# [Exercise]
Look over the listing below and report how many of its lines contain the string "canvas", with no other words.

# [Data shown]
• • •

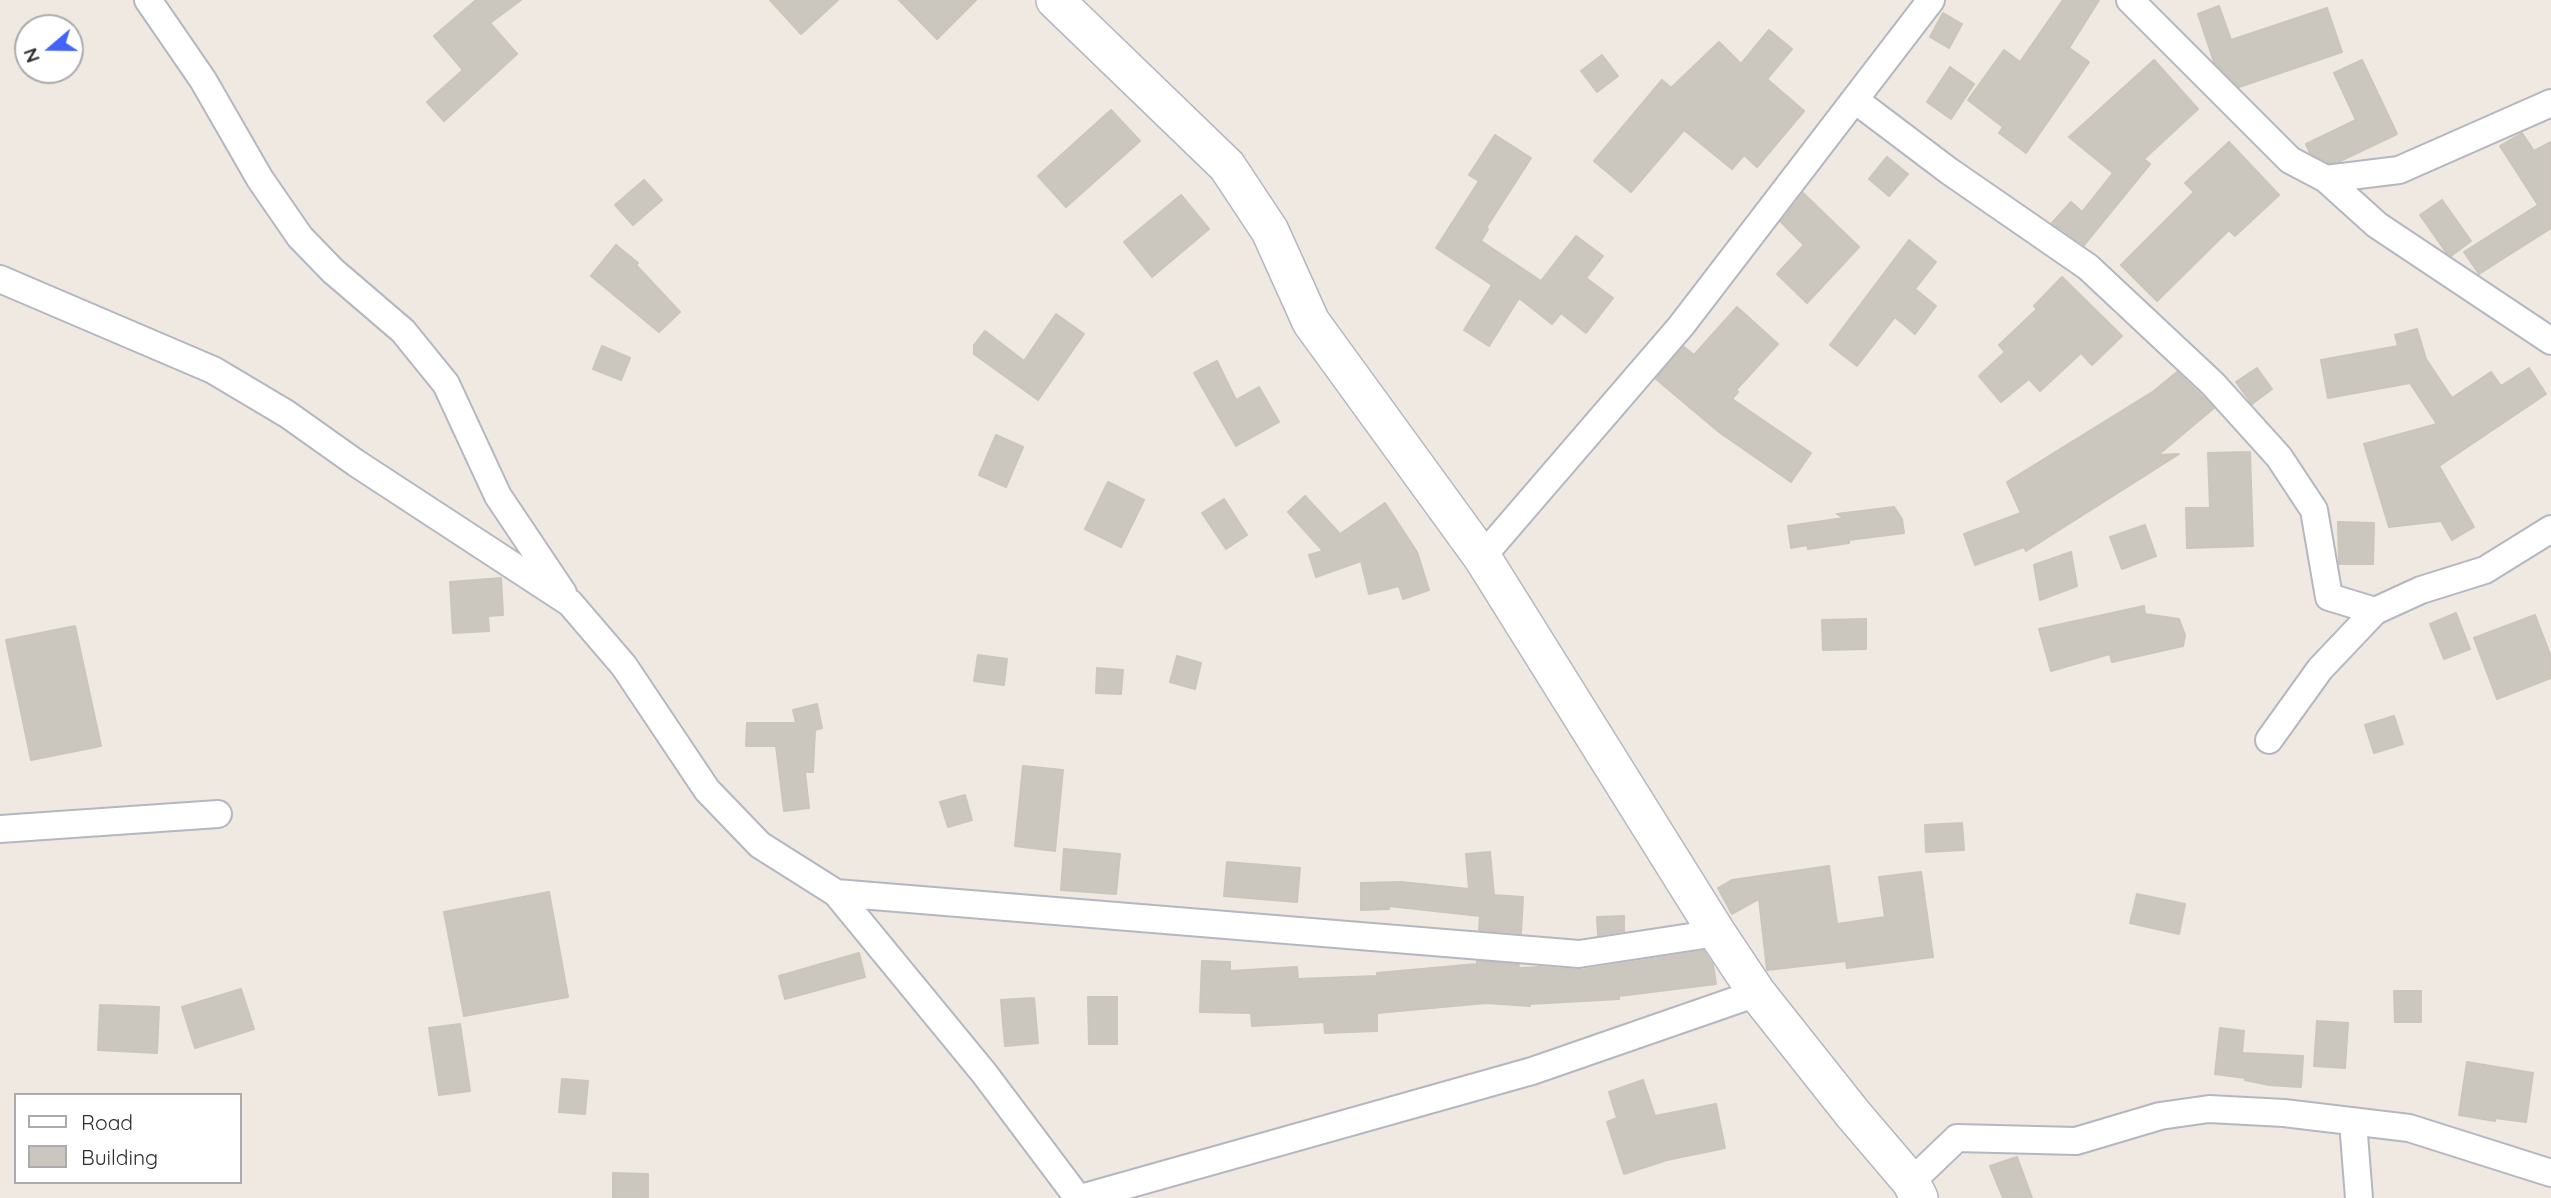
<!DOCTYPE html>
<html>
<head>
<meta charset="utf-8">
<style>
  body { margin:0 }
  #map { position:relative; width:2551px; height:1198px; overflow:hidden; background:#efe9e1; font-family:Quicksand,sans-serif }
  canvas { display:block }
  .legend { position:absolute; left:14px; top:1093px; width:228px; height:91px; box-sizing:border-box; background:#fff; border:2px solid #ababab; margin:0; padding:9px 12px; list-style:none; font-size:21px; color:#2e2e2e }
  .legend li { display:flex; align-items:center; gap:14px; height:35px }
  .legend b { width:35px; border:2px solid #ababab }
  .north { position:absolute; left:14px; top:14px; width:70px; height:70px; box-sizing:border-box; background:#fff; border:2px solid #ababab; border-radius:50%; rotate:250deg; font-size:19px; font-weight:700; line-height:28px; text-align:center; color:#2e2e2e }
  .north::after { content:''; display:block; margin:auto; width:24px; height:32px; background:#4264fb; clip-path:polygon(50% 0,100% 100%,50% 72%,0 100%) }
</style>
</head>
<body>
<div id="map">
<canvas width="2551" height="1198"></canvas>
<ul class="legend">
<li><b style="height:9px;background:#fff"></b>Road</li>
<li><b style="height:19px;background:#cbc7bf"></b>Building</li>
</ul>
<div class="north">N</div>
</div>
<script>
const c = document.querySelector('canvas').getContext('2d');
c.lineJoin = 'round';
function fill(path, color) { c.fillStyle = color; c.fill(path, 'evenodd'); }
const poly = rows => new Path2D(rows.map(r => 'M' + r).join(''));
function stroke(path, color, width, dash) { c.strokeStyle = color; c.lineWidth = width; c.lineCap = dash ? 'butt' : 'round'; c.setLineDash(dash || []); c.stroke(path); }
const building = poly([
  [476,0,521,0,490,23,517,54,444,121,427,102,463,70,434,36,476,0],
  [770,0,838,0,801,34,770,0],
  [899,0,976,0,937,39,899,0],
  [2063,0,2099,0,2069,48,2089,62,2026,153,1999,133,2003,127,1968,100,2004,50,2020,62,2063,0],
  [2219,6,2231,40,2327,8,2342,52,2239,87,2214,62,2198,14,2219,6],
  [1943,13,1962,24,1949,48,1930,37,1943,13],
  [1769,30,1792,49,1767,79,1804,111,1757,167,1744,155,1732,169,1684,130,1631,192,1594,161,1662,80,1671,88,1719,42,1741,64,1769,30],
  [1602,55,1618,76,1597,92,1581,71,1602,55],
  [2154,60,2198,109,2144,159,2150,164,2084,245,2052,223,2071,202,2082,212,2113,173,2069,137,2154,60],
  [2362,60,2397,134,2338,162,2329,163,2310,153,2306,144,2356,120,2334,73,2362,60],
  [1950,67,1974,84,1951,119,1927,102,1950,67],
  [1111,110,1140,141,1066,207,1038,176,1111,110],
  [2522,133,2534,151,2551,142,2551,228,2479,274,2464,252,2538,205,2500,146,2522,133],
  [1495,135,1531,158,1486,228,1488,229,1481,241,1541,281,1576,236,1603,256,1586,278,1613,298,1586,333,1561,313,1552,324,1519,298,1489,346,1464,330,1492,285,1436,248,1479,181,1469,175,1495,135],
  [2229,142,2279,195,2235,236,2229,230,2157,301,2121,265,2194,192,2185,183,2229,142],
  [1887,157,1908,174,1889,196,1869,179,1887,157],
  [644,180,662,200,633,225,615,205,644,180],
  [1803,193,1859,247,1807,303,1777,274,1804,245,1781,222,1803,193],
  [1181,195,1209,229,1152,277,1124,242,1181,195],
  [2442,200,2471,241,2451,256,2446,252,2420,215,2442,200],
  [1909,240,1936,262,1915,289,1936,306,1915,334,1895,317,1857,366,1830,345,1909,240],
  [616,245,638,263,636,265,680,312,659,332,591,276,616,245],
  [2062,277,2122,336,2092,365,2081,353,2040,391,2029,379,2001,402,1979,376,2005,352,1999,345,2037,309,2034,306,2062,277],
  [1737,307,1778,344,1736,390,1738,392,1732,399,1811,453,1791,482,1719,432,1656,379,1684,347,1694,355,1737,307],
  [1056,314,1084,334,1038,400,974,354,974,345,985,331,1024,361,1056,314],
  [2417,329,2426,359,2452,398,2491,372,2501,386,2529,368,2546,394,2439,466,2474,527,2452,540,2441,521,2389,527,2364,444,2437,424,2410,383,2328,398,2321,360,2398,346,2395,335,2417,329],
  [602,346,630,358,621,380,593,369,602,346],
  [1217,361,1236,400,1259,387,1279,422,1236,446,1194,373,1217,361],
  [2257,368,2272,389,2252,404,2236,382,2257,368],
  [2177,372,2214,408,2158,455,2179,454,2026,551,2024,547,1975,565,1964,534,2021,513,2007,482,2154,391,2177,372],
  [996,435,1023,447,1006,487,979,475,996,435],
  [2250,452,2253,546,2187,548,2186,508,2210,508,2208,453,2250,452],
  [1108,482,1144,500,1121,547,1085,529,1108,482],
  [1305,496,1340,534,1385,503,1417,552,1429,590,1403,599,1399,586,1369,594,1361,561,1316,577,1309,555,1323,551,1288,512,1305,496],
  [1224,499,1247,535,1226,549,1202,513,1224,499],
  [1894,507,1902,519,1904,533,1849,540,1849,543,1808,549,1807,545,1791,548,1788,526,1844,518,1837,514,1894,507],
  [2338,522,2374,523,2373,564,2339,564,2338,522],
  [2145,525,2156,556,2122,569,2110,537,2145,525],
  [2071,552,2077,586,2040,600,2034,565,2071,552],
  [501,578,503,615,488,616,489,631,453,633,450,582,501,578],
  [2144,606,2145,614,2179,619,2185,635,2183,646,2112,662,2110,654,2051,671,2039,629,2144,606],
  [2456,613,2470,649,2444,659,2430,624,2456,613],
  [2535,615,2551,657,2551,678,2497,699,2474,638,2535,615],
  [1866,619,1866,649,1823,650,1822,620,1866,619],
  [75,626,101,746,31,760,6,640,75,626],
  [978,655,1007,659,1004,685,974,681,978,655],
  [1177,656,1201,663,1195,689,1170,682,1177,656],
  [1097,668,1123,670,1121,694,1096,693,1097,668],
  [817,704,822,728,815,730,813,772,805,772,809,808,784,811,776,746,746,746,747,723,796,723,793,710,817,704],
  [2394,716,2403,744,2374,753,2365,725,2394,716],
  [1023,766,1063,770,1055,851,1015,846,1023,766],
  [965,795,972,820,948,827,940,802,965,795],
  [1962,823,1964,850,1926,852,1925,825,1962,823],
  [1064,849,1120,854,1116,894,1061,890,1064,849],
  [1490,852,1494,895,1523,897,1521,933,1479,930,1480,916,1389,906,1389,909,1361,910,1361,883,1401,882,1469,889,1466,854,1490,852],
  [1227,862,1300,868,1297,902,1224,896,1227,862],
  [1829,866,1837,924,1885,917,1879,877,1921,872,1933,957,1847,968,1846,961,1767,970,1759,899,1732,914,1718,888,1732,880,1829,866],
  [549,892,568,997,464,1016,444,912,549,892],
  [2137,894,2185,904,2179,934,2130,923,2137,894],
  [1624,916,1624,931,1598,935,1597,917,1624,916],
  [1704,951,1713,965,1716,984,1619,996,1619,999,1530,1004,1530,1006,1486,1003,1377,1013,1377,1031,1325,1033,1324,1022,1252,1026,1251,1013,1200,1012,1202,961,1230,962,1230,971,1297,967,1298,979,1377,976,1377,973,1477,964,1477,961,1519,965,1518,968,1539,967,1581,970,1704,951],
  [859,953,865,977,785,999,779,976,859,953],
  [241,989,254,1029,195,1048,182,1007,241,989],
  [2394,991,2421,991,2421,1022,2395,1022,2394,991],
  [1088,997,1117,997,1117,1044,1089,1044,1088,997],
  [1034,998,1038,1043,1005,1046,1001,1000,1034,998],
  [100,1005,159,1007,157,1053,98,1050,100,1005],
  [2317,1021,2348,1023,2345,1068,2314,1066,2317,1021],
  [460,1024,470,1091,439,1095,429,1028,460,1024],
  [2220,1028,2244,1031,2242,1053,2303,1056,2301,1087,2269,1085,2245,1080,2245,1078,2215,1074,2220,1028],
  [2467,1062,2533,1073,2526,1122,2495,1118,2495,1121,2459,1115,2467,1062],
  [562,1079,588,1081,585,1114,559,1112,562,1079],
  [1643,1080,1655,1116,1716,1104,1725,1148,1667,1160,1624,1174,1607,1122,1617,1118,1609,1092,1643,1080],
  [2017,1157,2032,1198,2003,1198,1990,1166,2017,1157],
  [613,1173,648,1174,648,1198,613,1198,613,1173]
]);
fill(building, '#cbc7bf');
stroke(building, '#cbc5ba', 2);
const street = poly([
  [148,0,203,80,260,179,300,237,333,271,403,331,446,384,498,496,563,593],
  [2130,0,2290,160,2326,179,2377,225,2551,341],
  [1855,100,1949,171,2088,267,2213,384,2279,457,2314,510,2329,597,2375,611],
  [2326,179,2399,170,2551,103],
  [0,279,213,370,287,414,356,463,570,603,624,666,707,790,760,845,836,893,984,1073,1078,1198],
  [1482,557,1681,326,1931,0],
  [2269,740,2320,669,2375,611,2421,590,2485,570,2551,529],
  [0,829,218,814],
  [836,893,1579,954,1717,933],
  [2353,1122,2359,1198],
  [1911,1182,1957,1138,2076,1141,2160,1116,2209,1109,2284,1113,2409,1128,2551,1173],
  [1081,1198,1532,1071,1757,993]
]);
const secondary = poly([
  [1055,0,1227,166,1270,231,1311,322,1482,557,1717,933,1757,993,1853,1114,1911,1182,1919,1198]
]);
stroke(street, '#b4b7c1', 30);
stroke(secondary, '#b4b7c1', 40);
stroke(street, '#fff', 26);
stroke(secondary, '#fff', 37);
</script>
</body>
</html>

• • •

# [Answer for the task]
3